What the task requires:
Copy verbatim the block of lines in the entries below whose first line contains "position:absolute; width:15px; height:15px;" and whose last line contains "margin:0; padding:0; list-style:none". Leave out all other lines.

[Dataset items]
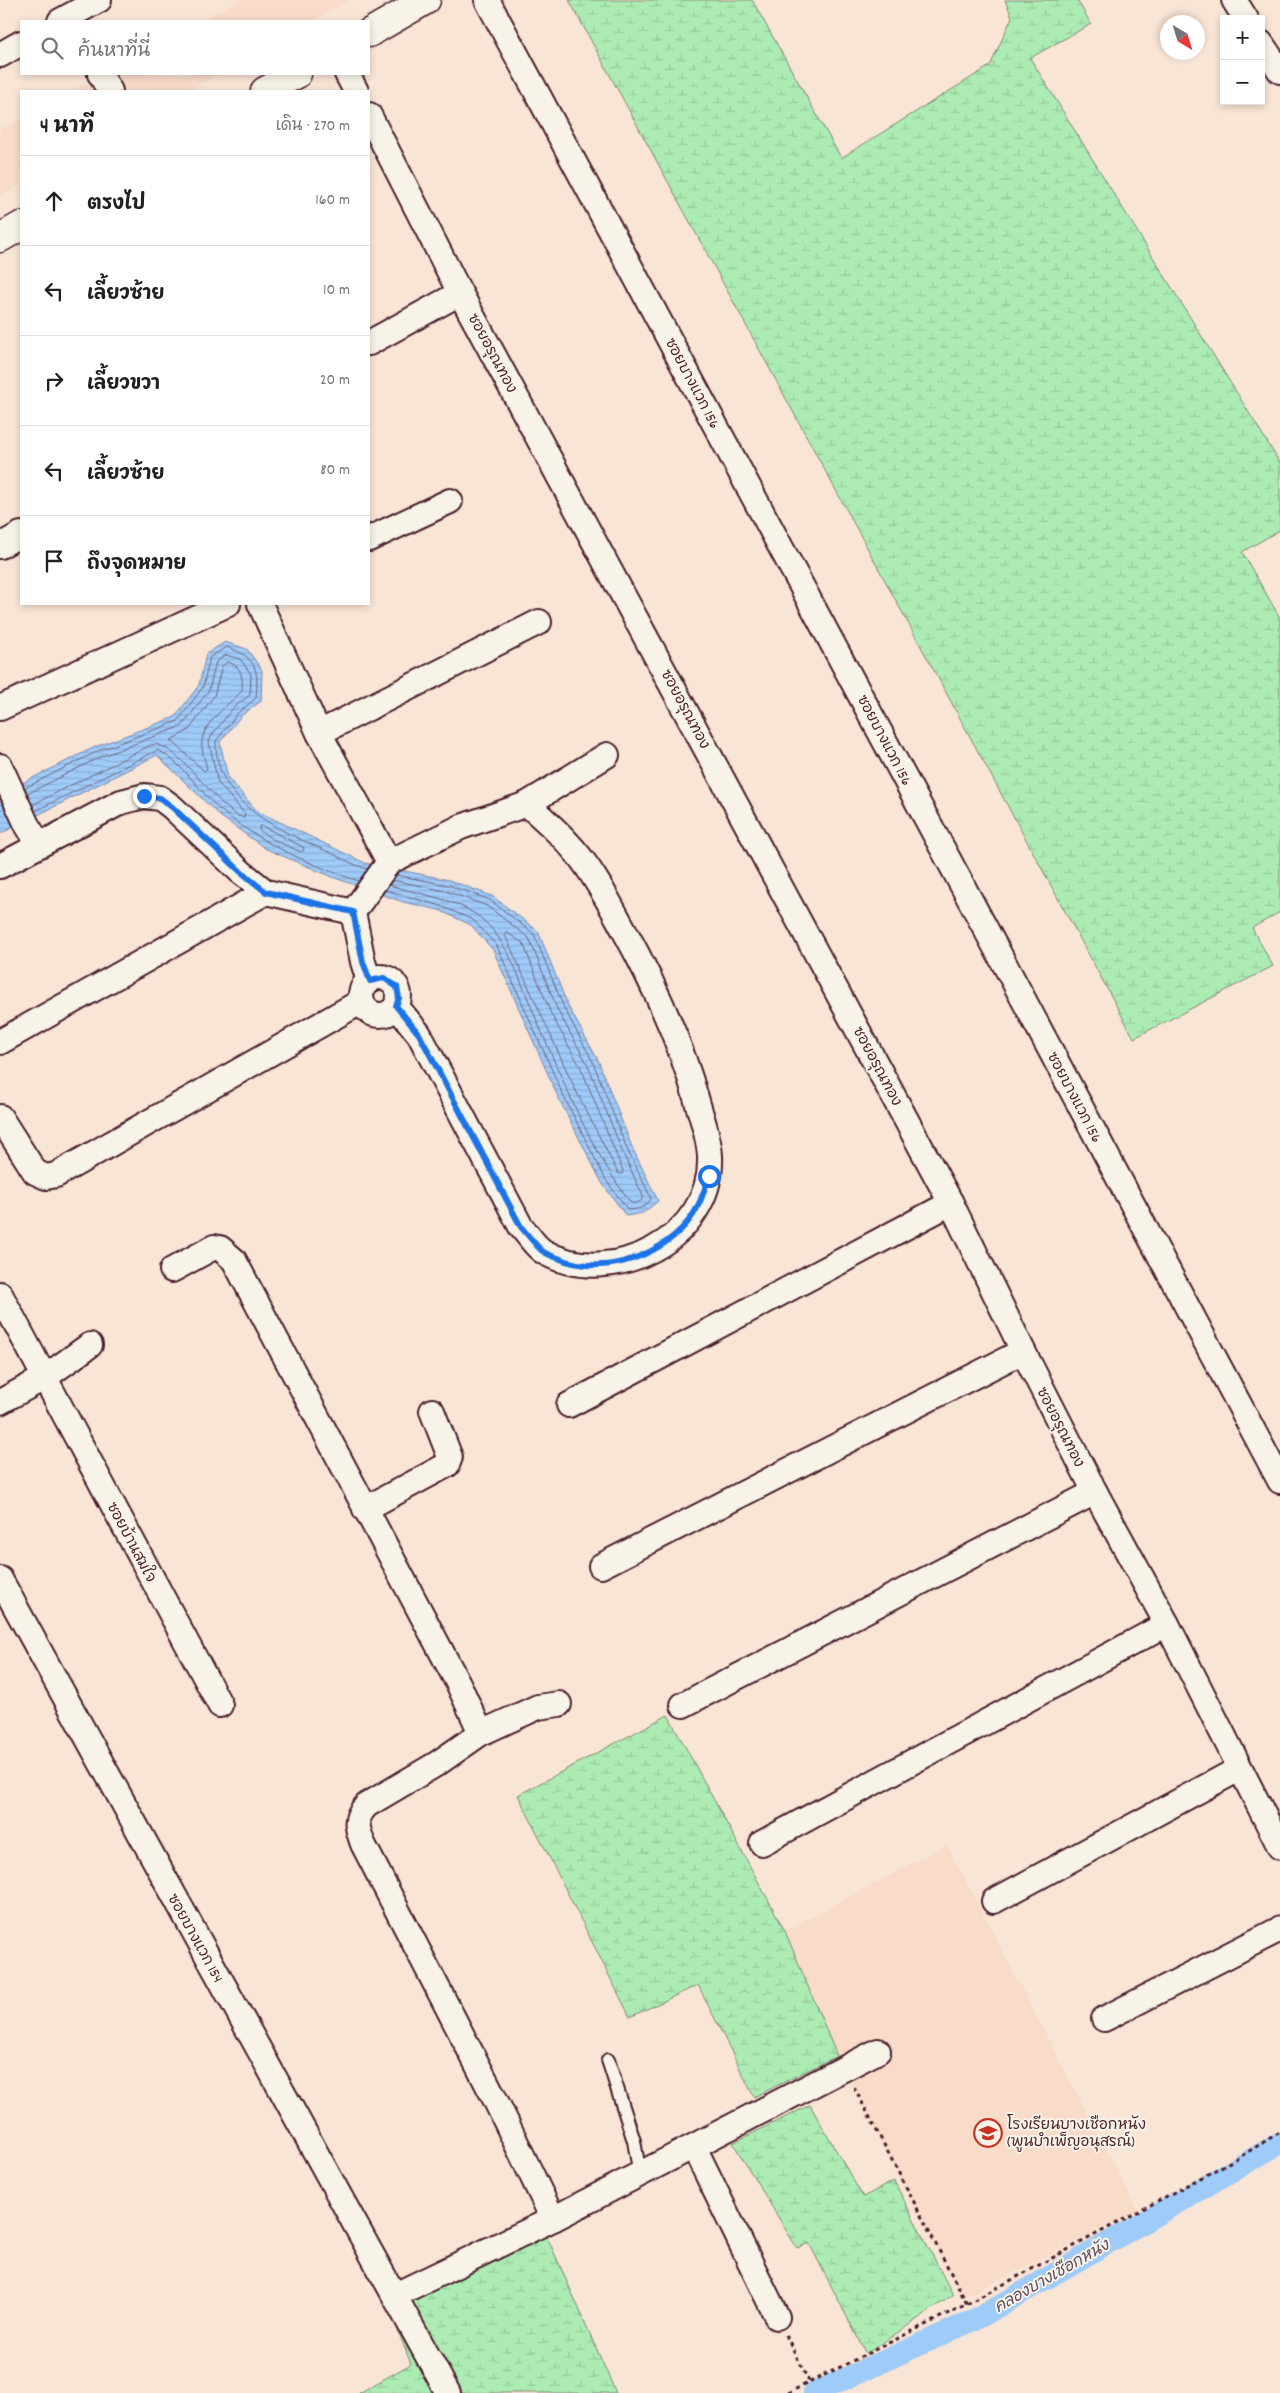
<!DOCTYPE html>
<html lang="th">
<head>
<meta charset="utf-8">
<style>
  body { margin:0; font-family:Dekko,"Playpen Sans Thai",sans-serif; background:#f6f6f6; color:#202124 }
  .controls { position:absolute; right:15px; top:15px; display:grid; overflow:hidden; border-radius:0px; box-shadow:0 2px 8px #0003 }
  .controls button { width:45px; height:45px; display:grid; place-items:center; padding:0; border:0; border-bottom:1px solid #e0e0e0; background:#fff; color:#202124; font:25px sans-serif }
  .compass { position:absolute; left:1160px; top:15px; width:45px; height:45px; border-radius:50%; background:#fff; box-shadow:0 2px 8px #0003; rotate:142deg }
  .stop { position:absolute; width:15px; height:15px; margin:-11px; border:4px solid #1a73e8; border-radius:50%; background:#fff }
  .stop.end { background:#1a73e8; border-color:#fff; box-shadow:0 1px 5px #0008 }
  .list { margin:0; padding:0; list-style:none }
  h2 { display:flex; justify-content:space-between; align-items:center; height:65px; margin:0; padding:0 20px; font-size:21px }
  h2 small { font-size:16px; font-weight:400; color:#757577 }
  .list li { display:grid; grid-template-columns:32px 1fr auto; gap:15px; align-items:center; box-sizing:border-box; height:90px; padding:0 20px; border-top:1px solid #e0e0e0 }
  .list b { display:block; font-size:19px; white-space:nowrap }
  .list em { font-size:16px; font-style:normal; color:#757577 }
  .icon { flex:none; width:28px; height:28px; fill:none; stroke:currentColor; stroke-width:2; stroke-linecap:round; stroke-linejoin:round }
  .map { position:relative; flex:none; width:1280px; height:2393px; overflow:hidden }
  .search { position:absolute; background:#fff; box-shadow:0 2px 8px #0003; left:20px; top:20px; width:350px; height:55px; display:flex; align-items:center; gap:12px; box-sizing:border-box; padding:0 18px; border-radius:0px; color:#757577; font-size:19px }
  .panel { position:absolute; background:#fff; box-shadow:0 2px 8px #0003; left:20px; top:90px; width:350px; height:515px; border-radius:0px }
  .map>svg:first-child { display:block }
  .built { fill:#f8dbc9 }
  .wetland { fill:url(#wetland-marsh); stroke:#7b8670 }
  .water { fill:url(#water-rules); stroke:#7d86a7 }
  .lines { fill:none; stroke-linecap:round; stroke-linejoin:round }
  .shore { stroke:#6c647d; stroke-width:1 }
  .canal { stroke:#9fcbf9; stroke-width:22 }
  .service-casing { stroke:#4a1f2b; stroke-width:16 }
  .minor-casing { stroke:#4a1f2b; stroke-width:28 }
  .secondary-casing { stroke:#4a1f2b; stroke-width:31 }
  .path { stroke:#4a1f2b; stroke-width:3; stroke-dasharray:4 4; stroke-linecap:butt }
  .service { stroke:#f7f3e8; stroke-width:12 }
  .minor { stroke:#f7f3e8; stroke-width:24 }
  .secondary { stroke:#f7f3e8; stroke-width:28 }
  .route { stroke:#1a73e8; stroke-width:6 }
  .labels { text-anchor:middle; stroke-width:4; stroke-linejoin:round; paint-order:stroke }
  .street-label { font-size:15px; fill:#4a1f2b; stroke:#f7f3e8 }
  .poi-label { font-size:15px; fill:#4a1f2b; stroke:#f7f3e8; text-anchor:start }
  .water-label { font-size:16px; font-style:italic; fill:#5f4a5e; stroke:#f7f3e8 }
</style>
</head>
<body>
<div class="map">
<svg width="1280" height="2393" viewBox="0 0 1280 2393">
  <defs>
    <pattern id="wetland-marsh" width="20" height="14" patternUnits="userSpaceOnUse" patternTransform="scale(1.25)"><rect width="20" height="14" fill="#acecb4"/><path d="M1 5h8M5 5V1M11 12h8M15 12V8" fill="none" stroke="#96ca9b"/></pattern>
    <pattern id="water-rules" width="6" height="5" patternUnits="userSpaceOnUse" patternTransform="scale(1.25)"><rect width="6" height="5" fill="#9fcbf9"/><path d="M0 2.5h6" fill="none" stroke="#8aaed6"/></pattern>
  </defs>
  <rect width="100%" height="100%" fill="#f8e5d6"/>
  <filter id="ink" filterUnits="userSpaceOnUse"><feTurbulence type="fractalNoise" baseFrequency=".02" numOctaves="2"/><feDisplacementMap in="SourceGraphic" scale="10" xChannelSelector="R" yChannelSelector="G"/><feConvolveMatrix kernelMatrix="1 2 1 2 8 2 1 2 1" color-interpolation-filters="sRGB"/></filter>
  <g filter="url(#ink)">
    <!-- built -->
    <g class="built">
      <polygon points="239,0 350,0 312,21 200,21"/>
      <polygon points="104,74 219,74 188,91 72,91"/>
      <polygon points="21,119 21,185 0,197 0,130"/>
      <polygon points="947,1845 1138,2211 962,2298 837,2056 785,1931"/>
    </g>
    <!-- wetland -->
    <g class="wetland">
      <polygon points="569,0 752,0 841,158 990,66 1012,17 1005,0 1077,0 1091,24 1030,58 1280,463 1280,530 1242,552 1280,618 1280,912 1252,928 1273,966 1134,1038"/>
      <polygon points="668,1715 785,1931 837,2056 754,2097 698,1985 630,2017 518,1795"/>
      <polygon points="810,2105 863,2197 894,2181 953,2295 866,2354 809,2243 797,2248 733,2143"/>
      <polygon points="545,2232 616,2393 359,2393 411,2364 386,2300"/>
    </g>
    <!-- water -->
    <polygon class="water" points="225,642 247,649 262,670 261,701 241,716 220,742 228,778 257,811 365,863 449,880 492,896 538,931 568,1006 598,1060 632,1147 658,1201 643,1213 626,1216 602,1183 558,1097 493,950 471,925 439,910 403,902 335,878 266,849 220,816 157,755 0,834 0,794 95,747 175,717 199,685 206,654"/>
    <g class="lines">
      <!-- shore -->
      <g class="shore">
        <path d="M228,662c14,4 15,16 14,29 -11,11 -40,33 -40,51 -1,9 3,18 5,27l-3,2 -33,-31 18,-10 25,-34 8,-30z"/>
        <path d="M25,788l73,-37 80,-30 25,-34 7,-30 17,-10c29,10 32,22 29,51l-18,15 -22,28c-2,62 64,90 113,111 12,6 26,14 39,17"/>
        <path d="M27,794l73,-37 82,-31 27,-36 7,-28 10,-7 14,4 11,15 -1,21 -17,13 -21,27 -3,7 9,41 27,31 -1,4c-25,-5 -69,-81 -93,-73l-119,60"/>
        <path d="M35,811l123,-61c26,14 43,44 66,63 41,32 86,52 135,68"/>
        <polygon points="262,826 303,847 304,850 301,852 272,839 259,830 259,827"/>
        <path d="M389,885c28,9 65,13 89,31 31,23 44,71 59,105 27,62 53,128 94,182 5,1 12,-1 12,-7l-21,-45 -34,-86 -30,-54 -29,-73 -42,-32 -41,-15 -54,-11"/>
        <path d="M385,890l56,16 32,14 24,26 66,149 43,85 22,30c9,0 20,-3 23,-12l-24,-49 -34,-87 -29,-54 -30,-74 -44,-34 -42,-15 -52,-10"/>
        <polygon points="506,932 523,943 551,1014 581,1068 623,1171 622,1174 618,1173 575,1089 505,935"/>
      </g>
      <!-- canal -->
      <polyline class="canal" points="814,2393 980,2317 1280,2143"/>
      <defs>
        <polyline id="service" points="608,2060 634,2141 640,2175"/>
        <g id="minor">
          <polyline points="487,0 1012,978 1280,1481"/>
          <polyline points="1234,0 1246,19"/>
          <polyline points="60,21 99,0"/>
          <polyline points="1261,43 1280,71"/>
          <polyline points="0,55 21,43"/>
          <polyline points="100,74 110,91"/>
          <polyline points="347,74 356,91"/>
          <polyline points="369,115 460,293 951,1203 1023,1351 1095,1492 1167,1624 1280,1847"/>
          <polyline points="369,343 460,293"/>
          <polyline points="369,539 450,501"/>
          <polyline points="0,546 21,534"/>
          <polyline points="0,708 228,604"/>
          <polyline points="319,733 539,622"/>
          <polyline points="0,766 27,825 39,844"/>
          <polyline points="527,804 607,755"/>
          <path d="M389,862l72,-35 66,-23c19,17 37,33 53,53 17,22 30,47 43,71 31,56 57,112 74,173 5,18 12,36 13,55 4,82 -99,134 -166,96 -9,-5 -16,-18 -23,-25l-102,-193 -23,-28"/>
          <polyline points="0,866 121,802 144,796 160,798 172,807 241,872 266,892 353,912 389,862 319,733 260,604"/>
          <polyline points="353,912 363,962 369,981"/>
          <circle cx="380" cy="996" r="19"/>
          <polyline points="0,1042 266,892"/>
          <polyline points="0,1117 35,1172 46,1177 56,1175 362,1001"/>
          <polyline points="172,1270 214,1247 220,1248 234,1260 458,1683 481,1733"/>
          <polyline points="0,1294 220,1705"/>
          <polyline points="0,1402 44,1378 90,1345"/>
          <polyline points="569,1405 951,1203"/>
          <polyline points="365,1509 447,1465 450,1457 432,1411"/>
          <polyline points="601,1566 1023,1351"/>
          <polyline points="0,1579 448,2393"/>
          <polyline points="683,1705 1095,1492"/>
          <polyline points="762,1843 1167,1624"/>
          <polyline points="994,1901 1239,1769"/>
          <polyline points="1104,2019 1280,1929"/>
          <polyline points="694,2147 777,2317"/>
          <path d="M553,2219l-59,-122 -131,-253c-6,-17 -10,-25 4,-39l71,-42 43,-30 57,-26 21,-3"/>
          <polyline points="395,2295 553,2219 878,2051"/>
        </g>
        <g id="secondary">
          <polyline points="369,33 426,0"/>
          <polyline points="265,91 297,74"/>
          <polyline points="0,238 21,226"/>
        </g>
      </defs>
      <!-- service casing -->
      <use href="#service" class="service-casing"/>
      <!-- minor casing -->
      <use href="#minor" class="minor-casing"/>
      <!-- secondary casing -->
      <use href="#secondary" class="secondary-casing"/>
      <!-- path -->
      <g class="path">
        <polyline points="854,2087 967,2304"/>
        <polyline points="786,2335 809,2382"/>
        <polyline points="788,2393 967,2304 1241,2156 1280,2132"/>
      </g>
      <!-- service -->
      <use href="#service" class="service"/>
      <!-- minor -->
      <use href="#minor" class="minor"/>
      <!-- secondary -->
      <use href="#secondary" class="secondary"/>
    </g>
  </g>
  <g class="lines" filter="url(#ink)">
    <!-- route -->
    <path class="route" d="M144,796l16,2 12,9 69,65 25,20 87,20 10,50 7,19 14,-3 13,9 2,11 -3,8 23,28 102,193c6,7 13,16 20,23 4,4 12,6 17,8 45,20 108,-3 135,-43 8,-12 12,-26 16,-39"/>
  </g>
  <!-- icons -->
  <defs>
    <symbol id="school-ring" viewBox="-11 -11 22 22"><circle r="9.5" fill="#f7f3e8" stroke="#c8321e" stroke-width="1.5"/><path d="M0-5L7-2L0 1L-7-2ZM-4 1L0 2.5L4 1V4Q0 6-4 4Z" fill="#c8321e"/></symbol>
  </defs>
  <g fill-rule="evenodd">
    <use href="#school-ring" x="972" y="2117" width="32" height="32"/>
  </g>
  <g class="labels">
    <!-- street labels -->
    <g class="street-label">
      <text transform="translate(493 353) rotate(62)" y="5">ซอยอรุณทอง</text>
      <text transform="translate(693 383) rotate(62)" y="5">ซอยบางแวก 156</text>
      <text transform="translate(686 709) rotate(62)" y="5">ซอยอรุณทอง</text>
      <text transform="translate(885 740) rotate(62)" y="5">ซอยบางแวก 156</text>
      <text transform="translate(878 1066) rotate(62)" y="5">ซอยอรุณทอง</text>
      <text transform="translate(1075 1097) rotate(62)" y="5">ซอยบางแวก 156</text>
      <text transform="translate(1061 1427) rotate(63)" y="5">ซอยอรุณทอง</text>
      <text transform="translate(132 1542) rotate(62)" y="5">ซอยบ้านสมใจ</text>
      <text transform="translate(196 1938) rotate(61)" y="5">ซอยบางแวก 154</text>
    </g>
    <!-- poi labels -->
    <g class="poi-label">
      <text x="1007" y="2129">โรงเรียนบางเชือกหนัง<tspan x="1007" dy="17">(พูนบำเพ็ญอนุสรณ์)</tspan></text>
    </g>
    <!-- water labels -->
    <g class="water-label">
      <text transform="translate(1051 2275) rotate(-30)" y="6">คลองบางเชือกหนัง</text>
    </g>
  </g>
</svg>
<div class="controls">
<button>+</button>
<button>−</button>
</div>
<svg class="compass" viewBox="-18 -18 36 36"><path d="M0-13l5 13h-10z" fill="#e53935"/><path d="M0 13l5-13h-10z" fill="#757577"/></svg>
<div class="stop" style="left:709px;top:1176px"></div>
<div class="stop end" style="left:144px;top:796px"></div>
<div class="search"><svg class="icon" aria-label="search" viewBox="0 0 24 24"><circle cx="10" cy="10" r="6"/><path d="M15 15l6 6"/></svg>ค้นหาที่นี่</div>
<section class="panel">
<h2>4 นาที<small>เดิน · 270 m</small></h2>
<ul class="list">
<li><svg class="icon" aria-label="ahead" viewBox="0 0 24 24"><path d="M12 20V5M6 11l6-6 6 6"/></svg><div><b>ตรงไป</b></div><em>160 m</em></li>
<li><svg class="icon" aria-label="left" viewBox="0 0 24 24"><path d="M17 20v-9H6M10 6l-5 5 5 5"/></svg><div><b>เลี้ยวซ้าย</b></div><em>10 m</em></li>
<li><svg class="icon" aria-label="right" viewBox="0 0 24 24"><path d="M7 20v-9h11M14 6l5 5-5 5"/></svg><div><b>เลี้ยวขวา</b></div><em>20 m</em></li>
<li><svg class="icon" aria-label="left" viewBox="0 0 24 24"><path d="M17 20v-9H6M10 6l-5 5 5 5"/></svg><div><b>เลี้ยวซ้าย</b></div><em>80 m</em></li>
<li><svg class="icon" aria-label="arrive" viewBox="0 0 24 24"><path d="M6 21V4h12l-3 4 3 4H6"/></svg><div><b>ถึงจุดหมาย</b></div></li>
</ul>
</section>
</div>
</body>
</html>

Your solution:
  .stop { position:absolute; width:15px; height:15px; margin:-11px; border:4px solid #1a73e8; border-radius:50%; background:#fff }
  .stop.end { background:#1a73e8; border-color:#fff; box-shadow:0 1px 5px #0008 }
  .list { margin:0; padding:0; list-style:none }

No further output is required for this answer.